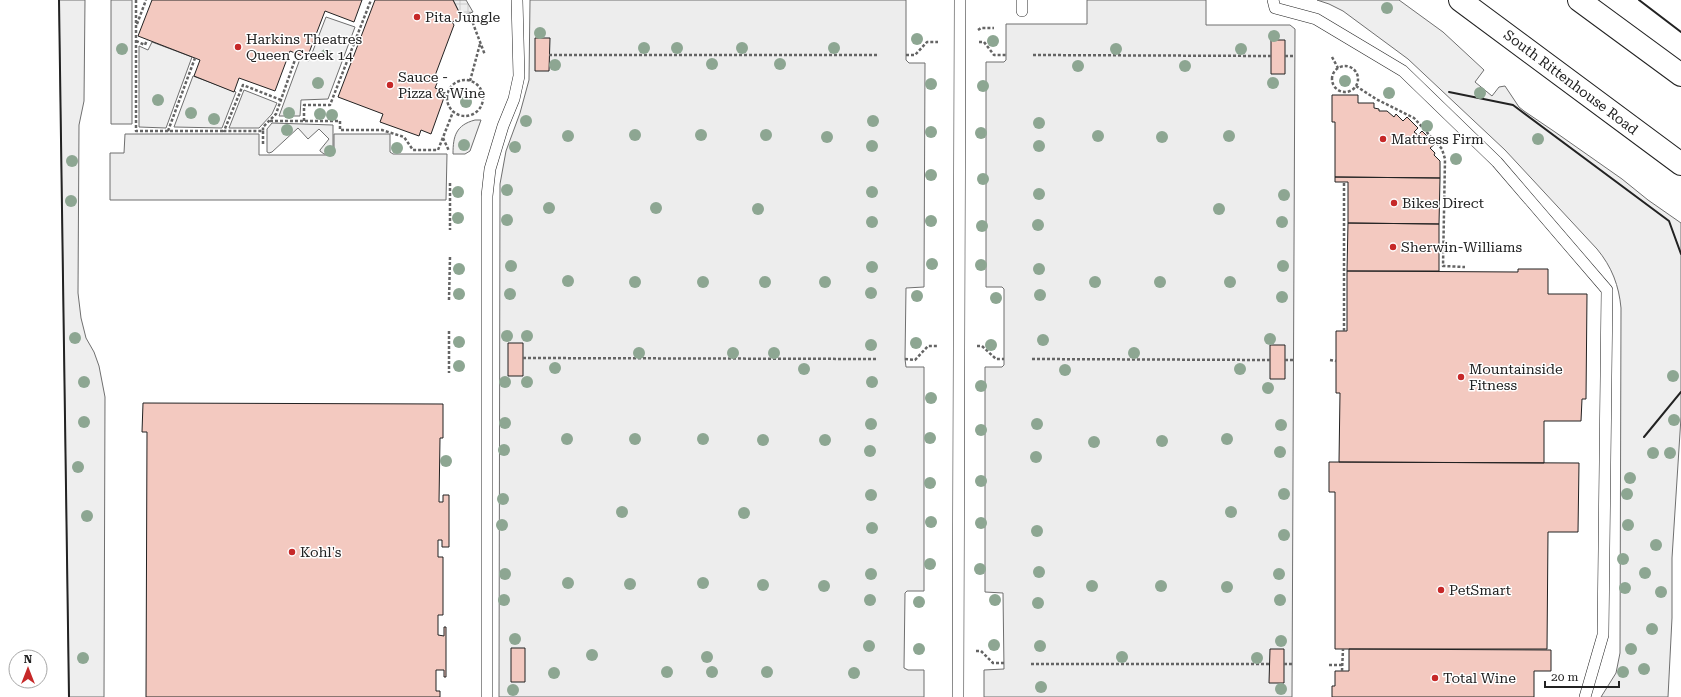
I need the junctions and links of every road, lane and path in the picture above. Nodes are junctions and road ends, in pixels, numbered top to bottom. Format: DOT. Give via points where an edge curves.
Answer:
graph roads {
  1 [pos="136,0"];
  2 [pos="146,0"];
  3 [pos="371,0"];
  4 [pos="517,0"];
  5 [pos="960,0"];
  6 [pos="1460,0"];
  7 [pos="1579,0"];
  8 [pos="1274,4"];
  9 [pos="469,13"];
  10 [pos="136,26"];
  11 [pos="994,28"];
  12 [pos="977,34"];
  13 [pos="977,38"];
  14 [pos="147,40"];
  15 [pos="136,41"];
  16 [pos="938,42"];
  17 [pos="480,44"];
  18 [pos="297,54"];
  19 [pos="485,55"];
  20 [pos="549,55"];
  21 [pos="878,55"];
  22 [pos="906,55"];
  23 [pos="1006,55"];
  24 [pos="1033,55"];
  25 [pos="1271,56"];
  26 [pos="1285,56"];
  27 [pos="1295,56"];
  28 [pos="1332,57"];
  29 [pos="195,58"];
  30 [pos="1338,68"];
  31 [pos="1681,75"];
  32 [pos="470,81"];
  33 [pos="1356,86"];
  34 [pos="281,100"];
  35 [pos="453,112"];
  36 [pos="270,120"];
  37 [pos="304,121"];
  38 [pos="168,131"];
  39 [pos="224,131"];
  40 [pos="263,131"];
  41 [pos="443,137"];
  42 [pos="263,146"];
  43 [pos="449,151"];
  44 [pos="1681,164"];
  45 [pos="1344,182"];
  46 [pos="450,183"];
  47 [pos="450,230"];
  48 [pos="450,257"];
  49 [pos="1465,267"];
  50 [pos="449,300"];
  51 [pos="449,331"];
  52 [pos="1344,331"];
  53 [pos="938,346"];
  54 [pos="975,346"];
  55 [pos="523,358"];
  56 [pos="878,359"];
  57 [pos="905,359"];
  58 [pos="1004,359"];
  59 [pos="1032,359"];
  60 [pos="1270,360"];
  61 [pos="1285,360"];
  62 [pos="1294,360"];
  63 [pos="1330,360"];
  64 [pos="1336,361"];
  65 [pos="449,373"];
  66 [pos="1343,649"];
  67 [pos="976,651"];
  68 [pos="1004,663"];
  69 [pos="1031,664"];
  70 [pos="1270,664"];
  71 [pos="1284,664"];
  72 [pos="1292,664"];
  73 [pos="1329,665"];
  74 [pos="1342,665"];
  75 [pos="1342,671"];
  76 [pos="487,697"];
  77 [pos="958,697"];
  78 [pos="1585,697"];
  1 -- 10 [label="path"];
  2 -- 10 [label="path"];
  3 -- 37 [label="path" via="330,105 304,105"];
  4 -- 76 [label="lane" via="519,76 514,99 490,169 487,196"];
  5 -- 77 [label="lane"];
  6 -- 44 [label="main road, South Rittenhouse Road"];
  7 -- 31 [label="main road"];
  8 -- 78 [label="lane" via="1316,19 1403,71 1497,162 1607,290 1603,635"];
  9 -- 17 [label="path"];
  10 -- 15 [label="path"];
  11 -- 12 [label="path" via="981,28"];
  13 -- 23 [label="path" via="975,42 984,42 994,55"];
  14 -- 15 [label="path" via="145,45"];
  15 -- 38 [label="path" via="136,131"];
  16 -- 22 [label="path" via="927,42 915,55"];
  17 -- 19 [label="path"];
  17 -- 32 [label="path"];
  18 -- 34 [label="path"];
  20 -- 21 [label="path"];
  24 -- 25 [label="path"];
  26 -- 27 [label="path"];
  28 -- 30 [label="path"];
  29 -- 38 [label="path"];
  30 -- 33 [label="path" via="1346,66 1354,69 1358,78"];
  30 -- 33 [label="path" via="1332,74 1332,82 1337,89 1344,93"];
  32 -- 35 [label="path" via="458,82 449,90 448,102"];
  32 -- 35 [label="path" via="480,88 482,104 475,114 470,116"];
  33 -- 49 [label="path" via="1414,118 1442,148 1446,159 1443,266"];
  34 -- 36 [label="path" via="276,114"];
  34 -- 39 [label="path" via="243,86"];
  35 -- 41 [label="path"];
  36 -- 37 [label="path"];
  36 -- 40 [label="path" via="263,127"];
  37 -- 41 [label="path" via="340,121 340,130 382,130 404,137 412,150 438,150"];
  38 -- 39 [label="path"];
  39 -- 40 [label="path"];
  40 -- 42 [label="path"];
  41 -- 43 [label="path"];
  45 -- 52 [label="path"];
  46 -- 47 [label="path"];
  48 -- 50 [label="path"];
  51 -- 65 [label="path"];
  53 -- 57 [label="path" via="928,346 915,360"];
  54 -- 58 [label="path" via="982,346 996,359"];
  55 -- 56 [label="path"];
  59 -- 60 [label="path"];
  61 -- 62 [label="path"];
  63 -- 64 [label="path"];
  66 -- 74 [label="path"];
  67 -- 68 [label="path" via="981,651 992,663"];
  69 -- 70 [label="path"];
  71 -- 72 [label="path"];
  73 -- 74 [label="path"];
  74 -- 75 [label="path"];
}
----
**What this task involves:** Check each line of the listing above. Copy it if it holds the string "lane".

**Output of the task:**
I need the junctions and links of every road, lane and path in the picture above. Nodes are junctions and road ends, in pixels, numbered top to bottom. Format: DOT. Give via points where an edge curves.
  4 -- 76 [label="lane" via="519,76 514,99 490,169 487,196"];
  5 -- 77 [label="lane"];
  8 -- 78 [label="lane" via="1316,19 1403,71 1497,162 1607,290 1603,635"];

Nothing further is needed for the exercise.